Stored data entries

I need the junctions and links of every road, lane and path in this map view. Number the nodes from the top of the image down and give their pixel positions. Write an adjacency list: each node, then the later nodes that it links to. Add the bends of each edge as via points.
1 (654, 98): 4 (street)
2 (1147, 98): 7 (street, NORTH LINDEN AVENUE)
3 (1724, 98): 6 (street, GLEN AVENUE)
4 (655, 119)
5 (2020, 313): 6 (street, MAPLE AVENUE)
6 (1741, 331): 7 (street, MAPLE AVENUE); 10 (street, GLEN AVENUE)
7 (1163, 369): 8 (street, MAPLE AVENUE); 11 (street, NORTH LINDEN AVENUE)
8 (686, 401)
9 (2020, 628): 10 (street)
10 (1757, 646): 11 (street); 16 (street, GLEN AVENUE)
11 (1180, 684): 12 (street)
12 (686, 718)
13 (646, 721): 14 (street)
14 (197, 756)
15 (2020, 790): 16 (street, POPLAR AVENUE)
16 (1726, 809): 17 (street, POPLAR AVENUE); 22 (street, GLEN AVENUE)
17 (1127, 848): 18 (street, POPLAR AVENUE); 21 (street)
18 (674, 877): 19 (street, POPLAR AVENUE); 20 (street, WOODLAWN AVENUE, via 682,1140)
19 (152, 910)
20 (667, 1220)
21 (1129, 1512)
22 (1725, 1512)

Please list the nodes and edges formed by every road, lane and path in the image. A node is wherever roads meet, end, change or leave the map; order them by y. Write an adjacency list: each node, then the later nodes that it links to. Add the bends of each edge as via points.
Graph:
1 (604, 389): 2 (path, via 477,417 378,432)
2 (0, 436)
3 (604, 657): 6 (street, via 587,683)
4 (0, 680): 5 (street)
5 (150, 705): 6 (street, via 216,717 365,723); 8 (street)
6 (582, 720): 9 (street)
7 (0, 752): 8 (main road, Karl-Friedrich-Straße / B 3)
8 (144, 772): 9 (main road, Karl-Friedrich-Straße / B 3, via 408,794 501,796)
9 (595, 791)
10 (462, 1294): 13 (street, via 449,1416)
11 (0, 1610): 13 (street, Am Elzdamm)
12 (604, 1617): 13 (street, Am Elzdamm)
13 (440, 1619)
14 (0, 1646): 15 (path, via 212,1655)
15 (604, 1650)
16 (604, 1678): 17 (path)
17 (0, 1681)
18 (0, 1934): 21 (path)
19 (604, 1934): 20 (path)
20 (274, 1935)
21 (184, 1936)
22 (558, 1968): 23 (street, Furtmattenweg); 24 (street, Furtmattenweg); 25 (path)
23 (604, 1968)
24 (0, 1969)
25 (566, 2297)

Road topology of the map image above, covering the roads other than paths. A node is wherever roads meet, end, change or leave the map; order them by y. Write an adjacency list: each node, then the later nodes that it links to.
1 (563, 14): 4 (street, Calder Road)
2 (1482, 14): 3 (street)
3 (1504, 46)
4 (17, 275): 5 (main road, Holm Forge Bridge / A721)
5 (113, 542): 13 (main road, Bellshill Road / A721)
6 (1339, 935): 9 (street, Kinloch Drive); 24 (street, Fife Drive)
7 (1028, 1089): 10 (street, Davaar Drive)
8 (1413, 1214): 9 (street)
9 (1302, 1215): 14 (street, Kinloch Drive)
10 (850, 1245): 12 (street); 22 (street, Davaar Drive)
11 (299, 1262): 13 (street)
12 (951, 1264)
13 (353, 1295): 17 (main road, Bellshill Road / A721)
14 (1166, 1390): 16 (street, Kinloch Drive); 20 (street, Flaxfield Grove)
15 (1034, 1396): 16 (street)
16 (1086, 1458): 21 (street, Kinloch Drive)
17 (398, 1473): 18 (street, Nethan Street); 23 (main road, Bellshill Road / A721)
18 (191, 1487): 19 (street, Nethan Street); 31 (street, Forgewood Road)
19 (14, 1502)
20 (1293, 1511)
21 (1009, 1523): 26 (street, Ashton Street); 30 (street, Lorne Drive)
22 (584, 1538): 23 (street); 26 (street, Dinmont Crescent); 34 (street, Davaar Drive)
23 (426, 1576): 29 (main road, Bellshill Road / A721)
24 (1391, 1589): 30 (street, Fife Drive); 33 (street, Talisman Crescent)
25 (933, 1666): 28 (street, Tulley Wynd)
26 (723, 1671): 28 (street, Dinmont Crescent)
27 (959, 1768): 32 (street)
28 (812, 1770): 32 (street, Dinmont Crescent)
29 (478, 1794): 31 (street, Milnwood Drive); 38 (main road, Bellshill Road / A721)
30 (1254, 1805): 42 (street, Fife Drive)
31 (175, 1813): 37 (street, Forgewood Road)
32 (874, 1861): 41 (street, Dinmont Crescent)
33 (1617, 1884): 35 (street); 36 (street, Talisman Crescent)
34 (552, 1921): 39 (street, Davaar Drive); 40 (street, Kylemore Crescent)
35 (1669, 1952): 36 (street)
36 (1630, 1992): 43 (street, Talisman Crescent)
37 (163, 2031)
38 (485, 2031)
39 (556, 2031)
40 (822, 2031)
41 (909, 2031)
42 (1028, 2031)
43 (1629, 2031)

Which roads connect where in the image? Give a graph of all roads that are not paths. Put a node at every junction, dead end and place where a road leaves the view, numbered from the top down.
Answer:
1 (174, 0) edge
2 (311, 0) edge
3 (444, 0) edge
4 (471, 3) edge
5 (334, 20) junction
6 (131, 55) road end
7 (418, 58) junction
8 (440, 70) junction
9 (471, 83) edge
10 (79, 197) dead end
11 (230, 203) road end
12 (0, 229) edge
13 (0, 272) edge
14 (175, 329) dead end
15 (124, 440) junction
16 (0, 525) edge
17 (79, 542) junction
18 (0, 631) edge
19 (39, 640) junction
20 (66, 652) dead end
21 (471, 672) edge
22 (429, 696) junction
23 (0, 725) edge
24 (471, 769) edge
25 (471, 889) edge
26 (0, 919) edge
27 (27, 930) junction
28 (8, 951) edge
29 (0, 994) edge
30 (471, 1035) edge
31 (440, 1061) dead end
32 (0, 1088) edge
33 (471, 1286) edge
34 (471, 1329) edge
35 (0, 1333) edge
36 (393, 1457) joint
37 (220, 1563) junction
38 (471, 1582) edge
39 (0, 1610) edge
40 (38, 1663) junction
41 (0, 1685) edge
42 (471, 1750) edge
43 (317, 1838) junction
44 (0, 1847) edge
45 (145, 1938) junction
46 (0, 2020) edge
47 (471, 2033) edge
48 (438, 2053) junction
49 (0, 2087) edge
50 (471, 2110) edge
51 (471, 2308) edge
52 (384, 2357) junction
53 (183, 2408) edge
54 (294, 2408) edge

◆ **Problem details**:
Each record is to be repeated word for word, with none skipped.

◆ **Output of the task**:
I need the junctions and links of every road, lane and path in this map view. Number the nodes from the top of the image down and give their pixel positions. Write an adjacency list: each node, then the later nodes that it links to. Add the bends of each edge as via points.
1 (654, 98): 4 (street)
2 (1147, 98): 7 (street, NORTH LINDEN AVENUE)
3 (1724, 98): 6 (street, GLEN AVENUE)
4 (655, 119)
5 (2020, 313): 6 (street, MAPLE AVENUE)
6 (1741, 331): 7 (street, MAPLE AVENUE); 10 (street, GLEN AVENUE)
7 (1163, 369): 8 (street, MAPLE AVENUE); 11 (street, NORTH LINDEN AVENUE)
8 (686, 401)
9 (2020, 628): 10 (street)
10 (1757, 646): 11 (street); 16 (street, GLEN AVENUE)
11 (1180, 684): 12 (street)
12 (686, 718)
13 (646, 721): 14 (street)
14 (197, 756)
15 (2020, 790): 16 (street, POPLAR AVENUE)
16 (1726, 809): 17 (street, POPLAR AVENUE); 22 (street, GLEN AVENUE)
17 (1127, 848): 18 (street, POPLAR AVENUE); 21 (street)
18 (674, 877): 19 (street, POPLAR AVENUE); 20 (street, WOODLAWN AVENUE, via 682,1140)
19 (152, 910)
20 (667, 1220)
21 (1129, 1512)
22 (1725, 1512)

Please list the nodes and edges formed by every road, lane and path in the image. A node is wherever roads meet, end, change or leave the map; order them by y. Write an adjacency list: each node, then the later nodes that it links to. Add the bends of each edge as via points.
Graph:
1 (604, 389): 2 (path, via 477,417 378,432)
2 (0, 436)
3 (604, 657): 6 (street, via 587,683)
4 (0, 680): 5 (street)
5 (150, 705): 6 (street, via 216,717 365,723); 8 (street)
6 (582, 720): 9 (street)
7 (0, 752): 8 (main road, Karl-Friedrich-Straße / B 3)
8 (144, 772): 9 (main road, Karl-Friedrich-Straße / B 3, via 408,794 501,796)
9 (595, 791)
10 (462, 1294): 13 (street, via 449,1416)
11 (0, 1610): 13 (street, Am Elzdamm)
12 (604, 1617): 13 (street, Am Elzdamm)
13 (440, 1619)
14 (0, 1646): 15 (path, via 212,1655)
15 (604, 1650)
16 (604, 1678): 17 (path)
17 (0, 1681)
18 (0, 1934): 21 (path)
19 (604, 1934): 20 (path)
20 (274, 1935)
21 (184, 1936)
22 (558, 1968): 23 (street, Furtmattenweg); 24 (street, Furtmattenweg); 25 (path)
23 (604, 1968)
24 (0, 1969)
25 (566, 2297)

Road topology of the map image above, covering the roads other than paths. A node is wherever roads meet, end, change or leave the map; order them by y. Write an adjacency list: each node, then the later nodes that it links to.
1 (563, 14): 4 (street, Calder Road)
2 (1482, 14): 3 (street)
3 (1504, 46)
4 (17, 275): 5 (main road, Holm Forge Bridge / A721)
5 (113, 542): 13 (main road, Bellshill Road / A721)
6 (1339, 935): 9 (street, Kinloch Drive); 24 (street, Fife Drive)
7 (1028, 1089): 10 (street, Davaar Drive)
8 (1413, 1214): 9 (street)
9 (1302, 1215): 14 (street, Kinloch Drive)
10 (850, 1245): 12 (street); 22 (street, Davaar Drive)
11 (299, 1262): 13 (street)
12 (951, 1264)
13 (353, 1295): 17 (main road, Bellshill Road / A721)
14 (1166, 1390): 16 (street, Kinloch Drive); 20 (street, Flaxfield Grove)
15 (1034, 1396): 16 (street)
16 (1086, 1458): 21 (street, Kinloch Drive)
17 (398, 1473): 18 (street, Nethan Street); 23 (main road, Bellshill Road / A721)
18 (191, 1487): 19 (street, Nethan Street); 31 (street, Forgewood Road)
19 (14, 1502)
20 (1293, 1511)
21 (1009, 1523): 26 (street, Ashton Street); 30 (street, Lorne Drive)
22 (584, 1538): 23 (street); 26 (street, Dinmont Crescent); 34 (street, Davaar Drive)
23 (426, 1576): 29 (main road, Bellshill Road / A721)
24 (1391, 1589): 30 (street, Fife Drive); 33 (street, Talisman Crescent)
25 (933, 1666): 28 (street, Tulley Wynd)
26 (723, 1671): 28 (street, Dinmont Crescent)
27 (959, 1768): 32 (street)
28 (812, 1770): 32 (street, Dinmont Crescent)
29 (478, 1794): 31 (street, Milnwood Drive); 38 (main road, Bellshill Road / A721)
30 (1254, 1805): 42 (street, Fife Drive)
31 (175, 1813): 37 (street, Forgewood Road)
32 (874, 1861): 41 (street, Dinmont Crescent)
33 (1617, 1884): 35 (street); 36 (street, Talisman Crescent)
34 (552, 1921): 39 (street, Davaar Drive); 40 (street, Kylemore Crescent)
35 (1669, 1952): 36 (street)
36 (1630, 1992): 43 (street, Talisman Crescent)
37 (163, 2031)
38 (485, 2031)
39 (556, 2031)
40 (822, 2031)
41 (909, 2031)
42 (1028, 2031)
43 (1629, 2031)

Which roads connect where in the image? Give a graph of all roads that are not paths. Put a node at every junction, dead end and place where a road leaves the view, numbered from the top down.
Answer:
1 (174, 0) edge
2 (311, 0) edge
3 (444, 0) edge
4 (471, 3) edge
5 (334, 20) junction
6 (131, 55) road end
7 (418, 58) junction
8 (440, 70) junction
9 (471, 83) edge
10 (79, 197) dead end
11 (230, 203) road end
12 (0, 229) edge
13 (0, 272) edge
14 (175, 329) dead end
15 (124, 440) junction
16 (0, 525) edge
17 (79, 542) junction
18 (0, 631) edge
19 (39, 640) junction
20 (66, 652) dead end
21 (471, 672) edge
22 (429, 696) junction
23 (0, 725) edge
24 (471, 769) edge
25 (471, 889) edge
26 (0, 919) edge
27 (27, 930) junction
28 (8, 951) edge
29 (0, 994) edge
30 (471, 1035) edge
31 (440, 1061) dead end
32 (0, 1088) edge
33 (471, 1286) edge
34 (471, 1329) edge
35 (0, 1333) edge
36 (393, 1457) joint
37 (220, 1563) junction
38 (471, 1582) edge
39 (0, 1610) edge
40 (38, 1663) junction
41 (0, 1685) edge
42 (471, 1750) edge
43 (317, 1838) junction
44 (0, 1847) edge
45 (145, 1938) junction
46 (0, 2020) edge
47 (471, 2033) edge
48 (438, 2053) junction
49 (0, 2087) edge
50 (471, 2110) edge
51 (471, 2308) edge
52 (384, 2357) junction
53 (183, 2408) edge
54 (294, 2408) edge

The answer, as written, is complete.